| Directions for this task |
In the entries below, every line that contains "where" must be located and copied.
+++ Records supplied +++
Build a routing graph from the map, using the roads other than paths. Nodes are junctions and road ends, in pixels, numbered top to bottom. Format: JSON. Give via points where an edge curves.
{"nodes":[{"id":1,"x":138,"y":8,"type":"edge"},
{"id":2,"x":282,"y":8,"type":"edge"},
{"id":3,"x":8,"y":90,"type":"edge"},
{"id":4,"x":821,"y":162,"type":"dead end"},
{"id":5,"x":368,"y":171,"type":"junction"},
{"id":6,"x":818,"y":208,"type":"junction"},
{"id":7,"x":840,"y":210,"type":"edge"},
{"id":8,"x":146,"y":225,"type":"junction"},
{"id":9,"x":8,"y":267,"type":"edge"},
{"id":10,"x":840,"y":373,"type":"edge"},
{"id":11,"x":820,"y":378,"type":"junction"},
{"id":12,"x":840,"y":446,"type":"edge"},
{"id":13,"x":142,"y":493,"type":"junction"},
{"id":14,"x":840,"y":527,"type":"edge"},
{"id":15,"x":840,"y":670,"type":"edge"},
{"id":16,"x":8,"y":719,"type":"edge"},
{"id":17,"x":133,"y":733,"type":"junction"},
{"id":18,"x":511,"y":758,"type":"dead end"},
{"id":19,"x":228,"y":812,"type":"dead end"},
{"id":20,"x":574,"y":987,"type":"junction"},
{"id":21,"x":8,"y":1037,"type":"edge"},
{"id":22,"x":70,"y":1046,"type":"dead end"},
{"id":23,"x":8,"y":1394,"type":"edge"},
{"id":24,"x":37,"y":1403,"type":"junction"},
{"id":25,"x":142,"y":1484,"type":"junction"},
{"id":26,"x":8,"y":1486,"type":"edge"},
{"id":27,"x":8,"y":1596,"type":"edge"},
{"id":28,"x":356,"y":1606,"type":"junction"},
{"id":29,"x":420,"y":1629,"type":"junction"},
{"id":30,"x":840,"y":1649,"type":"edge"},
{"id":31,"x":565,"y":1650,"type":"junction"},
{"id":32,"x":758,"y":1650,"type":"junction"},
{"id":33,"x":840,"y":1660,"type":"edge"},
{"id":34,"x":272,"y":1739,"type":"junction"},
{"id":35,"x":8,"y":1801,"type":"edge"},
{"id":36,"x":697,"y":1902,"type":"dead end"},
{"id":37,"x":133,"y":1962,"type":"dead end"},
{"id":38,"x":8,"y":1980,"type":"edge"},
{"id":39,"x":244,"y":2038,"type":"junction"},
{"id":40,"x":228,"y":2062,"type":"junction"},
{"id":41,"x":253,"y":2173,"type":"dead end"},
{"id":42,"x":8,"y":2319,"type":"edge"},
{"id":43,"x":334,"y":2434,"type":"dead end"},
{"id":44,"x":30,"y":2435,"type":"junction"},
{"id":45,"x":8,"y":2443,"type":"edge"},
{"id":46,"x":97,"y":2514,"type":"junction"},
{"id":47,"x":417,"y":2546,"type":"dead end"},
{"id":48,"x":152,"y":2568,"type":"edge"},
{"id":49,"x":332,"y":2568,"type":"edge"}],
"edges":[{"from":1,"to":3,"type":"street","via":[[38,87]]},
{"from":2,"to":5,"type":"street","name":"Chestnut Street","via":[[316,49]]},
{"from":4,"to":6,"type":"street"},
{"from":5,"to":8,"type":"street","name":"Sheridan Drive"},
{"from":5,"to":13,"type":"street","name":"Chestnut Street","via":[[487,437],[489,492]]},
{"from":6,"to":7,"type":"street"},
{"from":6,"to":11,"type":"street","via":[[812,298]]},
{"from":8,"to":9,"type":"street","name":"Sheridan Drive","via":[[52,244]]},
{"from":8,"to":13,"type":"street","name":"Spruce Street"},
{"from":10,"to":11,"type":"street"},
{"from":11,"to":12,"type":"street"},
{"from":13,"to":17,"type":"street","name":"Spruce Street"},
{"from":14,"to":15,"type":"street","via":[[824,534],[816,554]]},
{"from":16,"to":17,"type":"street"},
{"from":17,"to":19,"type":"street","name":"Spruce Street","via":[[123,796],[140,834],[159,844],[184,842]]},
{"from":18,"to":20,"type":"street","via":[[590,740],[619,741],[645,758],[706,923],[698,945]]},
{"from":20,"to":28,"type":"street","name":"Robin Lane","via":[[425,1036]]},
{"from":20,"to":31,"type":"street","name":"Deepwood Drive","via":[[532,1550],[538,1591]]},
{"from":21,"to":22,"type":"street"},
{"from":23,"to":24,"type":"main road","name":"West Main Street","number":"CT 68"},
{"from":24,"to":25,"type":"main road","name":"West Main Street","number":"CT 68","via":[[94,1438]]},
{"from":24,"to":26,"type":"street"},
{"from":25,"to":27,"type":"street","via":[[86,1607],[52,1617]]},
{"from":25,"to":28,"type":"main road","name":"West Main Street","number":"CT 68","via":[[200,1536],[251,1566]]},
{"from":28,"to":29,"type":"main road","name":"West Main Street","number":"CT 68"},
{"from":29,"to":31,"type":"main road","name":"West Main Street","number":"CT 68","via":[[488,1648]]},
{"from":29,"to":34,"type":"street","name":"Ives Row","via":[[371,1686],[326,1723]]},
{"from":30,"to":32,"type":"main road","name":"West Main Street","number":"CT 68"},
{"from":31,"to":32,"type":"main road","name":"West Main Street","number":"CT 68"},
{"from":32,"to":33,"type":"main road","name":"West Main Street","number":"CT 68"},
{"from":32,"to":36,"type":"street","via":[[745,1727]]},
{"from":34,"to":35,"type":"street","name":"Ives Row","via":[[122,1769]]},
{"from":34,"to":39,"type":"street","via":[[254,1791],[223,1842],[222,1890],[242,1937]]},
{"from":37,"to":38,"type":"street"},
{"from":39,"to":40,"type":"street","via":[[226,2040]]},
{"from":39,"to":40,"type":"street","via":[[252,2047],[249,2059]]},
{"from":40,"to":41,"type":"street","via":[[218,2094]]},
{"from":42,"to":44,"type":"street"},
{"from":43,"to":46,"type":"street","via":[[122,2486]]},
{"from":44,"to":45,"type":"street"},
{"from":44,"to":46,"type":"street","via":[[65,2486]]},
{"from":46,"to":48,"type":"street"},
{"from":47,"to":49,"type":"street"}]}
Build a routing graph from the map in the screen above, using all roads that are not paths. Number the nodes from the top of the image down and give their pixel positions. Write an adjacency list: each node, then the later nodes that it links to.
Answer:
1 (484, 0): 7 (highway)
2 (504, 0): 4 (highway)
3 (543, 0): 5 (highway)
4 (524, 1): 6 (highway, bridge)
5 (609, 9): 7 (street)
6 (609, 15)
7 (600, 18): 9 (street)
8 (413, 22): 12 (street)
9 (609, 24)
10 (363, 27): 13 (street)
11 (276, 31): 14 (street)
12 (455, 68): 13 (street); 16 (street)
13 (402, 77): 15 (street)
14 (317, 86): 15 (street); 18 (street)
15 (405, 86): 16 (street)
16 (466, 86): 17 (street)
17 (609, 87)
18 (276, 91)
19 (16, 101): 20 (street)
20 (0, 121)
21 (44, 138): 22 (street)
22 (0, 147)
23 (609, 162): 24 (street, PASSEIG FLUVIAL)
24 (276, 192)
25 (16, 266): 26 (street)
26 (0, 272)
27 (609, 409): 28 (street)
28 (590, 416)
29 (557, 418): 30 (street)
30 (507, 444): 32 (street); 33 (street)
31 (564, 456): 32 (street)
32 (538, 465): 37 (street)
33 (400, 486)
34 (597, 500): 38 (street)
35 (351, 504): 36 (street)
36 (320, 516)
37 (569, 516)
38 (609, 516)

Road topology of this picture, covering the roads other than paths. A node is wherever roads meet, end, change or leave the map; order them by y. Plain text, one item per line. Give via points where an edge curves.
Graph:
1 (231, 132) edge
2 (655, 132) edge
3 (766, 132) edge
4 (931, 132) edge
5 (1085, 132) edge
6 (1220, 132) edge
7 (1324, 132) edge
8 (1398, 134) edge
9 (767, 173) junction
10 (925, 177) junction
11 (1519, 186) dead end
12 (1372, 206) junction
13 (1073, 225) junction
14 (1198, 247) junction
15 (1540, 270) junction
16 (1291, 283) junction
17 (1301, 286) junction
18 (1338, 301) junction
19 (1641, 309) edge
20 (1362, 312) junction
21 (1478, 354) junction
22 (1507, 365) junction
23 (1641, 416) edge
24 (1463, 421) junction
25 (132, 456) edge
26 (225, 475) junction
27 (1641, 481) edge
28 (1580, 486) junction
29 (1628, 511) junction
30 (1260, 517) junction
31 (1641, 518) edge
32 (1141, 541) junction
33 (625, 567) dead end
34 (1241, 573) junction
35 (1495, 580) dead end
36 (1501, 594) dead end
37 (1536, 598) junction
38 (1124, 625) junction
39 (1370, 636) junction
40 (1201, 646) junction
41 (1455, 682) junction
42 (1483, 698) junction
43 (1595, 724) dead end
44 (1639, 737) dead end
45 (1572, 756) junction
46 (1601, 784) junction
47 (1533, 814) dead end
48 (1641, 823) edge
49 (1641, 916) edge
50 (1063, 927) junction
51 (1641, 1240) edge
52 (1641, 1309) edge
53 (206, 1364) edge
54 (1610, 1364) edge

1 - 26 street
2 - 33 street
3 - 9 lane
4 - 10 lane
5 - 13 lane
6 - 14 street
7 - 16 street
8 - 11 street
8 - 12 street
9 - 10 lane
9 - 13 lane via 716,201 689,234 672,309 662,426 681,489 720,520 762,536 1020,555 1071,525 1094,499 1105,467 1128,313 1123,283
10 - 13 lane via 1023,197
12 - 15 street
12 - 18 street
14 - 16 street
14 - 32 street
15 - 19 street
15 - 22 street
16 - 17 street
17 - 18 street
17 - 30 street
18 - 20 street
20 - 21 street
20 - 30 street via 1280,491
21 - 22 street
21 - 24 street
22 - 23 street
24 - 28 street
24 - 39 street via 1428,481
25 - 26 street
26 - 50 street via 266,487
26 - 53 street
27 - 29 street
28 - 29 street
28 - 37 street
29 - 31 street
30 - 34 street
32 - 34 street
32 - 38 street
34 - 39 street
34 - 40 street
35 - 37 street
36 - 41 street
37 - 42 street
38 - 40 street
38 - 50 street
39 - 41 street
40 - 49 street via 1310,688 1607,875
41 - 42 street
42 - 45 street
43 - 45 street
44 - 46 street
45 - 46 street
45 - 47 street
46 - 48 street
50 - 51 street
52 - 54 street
+++
| Solution to this task |
Build a routing graph from the map, using the roads other than paths. Nodes are junctions and road ends, in pixels, numbered top to bottom. Format: JSON. Give via points where an edge curves.
Road topology of this picture, covering the roads other than paths. A node is wherever roads meet, end, change or leave the map; order them by y. Plain text, one item per line. Give via points where an edge curves.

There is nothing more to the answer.